The Mother of All Snakes and Lizards

Science Fields

Meet Megachirella wachtleri – the fossil that was found in the mountains of Northern Italy during early 2000’s. Scientists have long been indecisive about the place of this fossil on the reptilian family tree. Finally, with the help of new scanning techniques, they were able to make a final decision. Yes, it was the most ancient ancestor of all snakes and lizards (squamates) and was 240 million years old – 75 million years older than the previously known oldest reptile fossil, found only three years ago in South Brazil.

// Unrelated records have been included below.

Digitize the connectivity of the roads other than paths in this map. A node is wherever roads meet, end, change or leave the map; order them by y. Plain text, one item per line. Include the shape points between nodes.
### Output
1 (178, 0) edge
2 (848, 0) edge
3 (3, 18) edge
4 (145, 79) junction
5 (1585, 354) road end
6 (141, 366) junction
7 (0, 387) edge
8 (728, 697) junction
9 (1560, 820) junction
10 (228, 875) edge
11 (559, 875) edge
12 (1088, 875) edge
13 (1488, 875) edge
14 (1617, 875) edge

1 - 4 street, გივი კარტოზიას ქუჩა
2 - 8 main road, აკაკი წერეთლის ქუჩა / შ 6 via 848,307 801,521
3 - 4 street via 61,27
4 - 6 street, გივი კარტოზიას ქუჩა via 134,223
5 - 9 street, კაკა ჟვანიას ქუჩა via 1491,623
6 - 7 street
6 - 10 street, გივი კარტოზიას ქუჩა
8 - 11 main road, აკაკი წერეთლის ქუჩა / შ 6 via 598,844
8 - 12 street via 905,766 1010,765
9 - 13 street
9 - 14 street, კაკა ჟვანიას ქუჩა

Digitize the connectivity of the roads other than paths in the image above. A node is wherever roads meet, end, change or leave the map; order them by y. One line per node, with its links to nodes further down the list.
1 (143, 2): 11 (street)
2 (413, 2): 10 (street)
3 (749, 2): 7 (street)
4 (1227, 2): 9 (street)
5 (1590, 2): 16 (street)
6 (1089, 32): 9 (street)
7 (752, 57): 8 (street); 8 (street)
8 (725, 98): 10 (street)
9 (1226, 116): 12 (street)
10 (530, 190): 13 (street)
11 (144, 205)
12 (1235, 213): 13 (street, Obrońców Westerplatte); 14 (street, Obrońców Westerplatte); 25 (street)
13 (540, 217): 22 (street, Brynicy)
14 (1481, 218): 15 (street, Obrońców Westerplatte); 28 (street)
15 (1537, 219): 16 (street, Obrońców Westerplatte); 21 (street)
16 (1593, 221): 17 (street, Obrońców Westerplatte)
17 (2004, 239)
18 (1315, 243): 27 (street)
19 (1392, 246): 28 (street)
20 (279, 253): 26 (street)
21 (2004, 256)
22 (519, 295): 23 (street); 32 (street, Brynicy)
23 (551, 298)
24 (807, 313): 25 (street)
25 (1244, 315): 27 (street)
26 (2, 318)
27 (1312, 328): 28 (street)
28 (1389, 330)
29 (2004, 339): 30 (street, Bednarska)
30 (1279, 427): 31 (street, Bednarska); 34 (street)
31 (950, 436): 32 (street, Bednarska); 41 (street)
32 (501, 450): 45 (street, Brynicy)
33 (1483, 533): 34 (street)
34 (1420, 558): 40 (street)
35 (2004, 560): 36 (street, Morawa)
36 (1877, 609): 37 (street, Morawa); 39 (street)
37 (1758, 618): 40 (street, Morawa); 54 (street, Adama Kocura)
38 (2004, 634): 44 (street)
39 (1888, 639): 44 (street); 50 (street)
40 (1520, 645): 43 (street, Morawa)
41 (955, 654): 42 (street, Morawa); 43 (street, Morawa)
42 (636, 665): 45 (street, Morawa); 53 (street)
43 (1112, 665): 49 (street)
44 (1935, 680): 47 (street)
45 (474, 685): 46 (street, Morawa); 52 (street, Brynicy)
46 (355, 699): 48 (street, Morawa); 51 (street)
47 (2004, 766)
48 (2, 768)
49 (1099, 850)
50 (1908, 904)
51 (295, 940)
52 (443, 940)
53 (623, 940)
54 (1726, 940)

For the study, researchers assembled the largest phylogenetic dataset ever by combining data from fossils and living specimens from more than 130 lizards and snakes collected over four years. The data included CT scans, photographs and molecular analysis.

There are about 10 thousand snake and lizard species living on Earth today. This is almost twice the number of mammals and most other species. Despite all this diversity, what we know about the early stages of reptilian evolution is limited because there are large gaps among fossil findings. Not only the fossils are scarce, but the morphological and molecular hypotheses about the origins of squamates also conflict.

This latest fossil belonging to the late Permian period gave the first consistent morphological and molecular data and provides a valuable key to understanding the evolution of early squamates including gekos (with the exception of iguanas).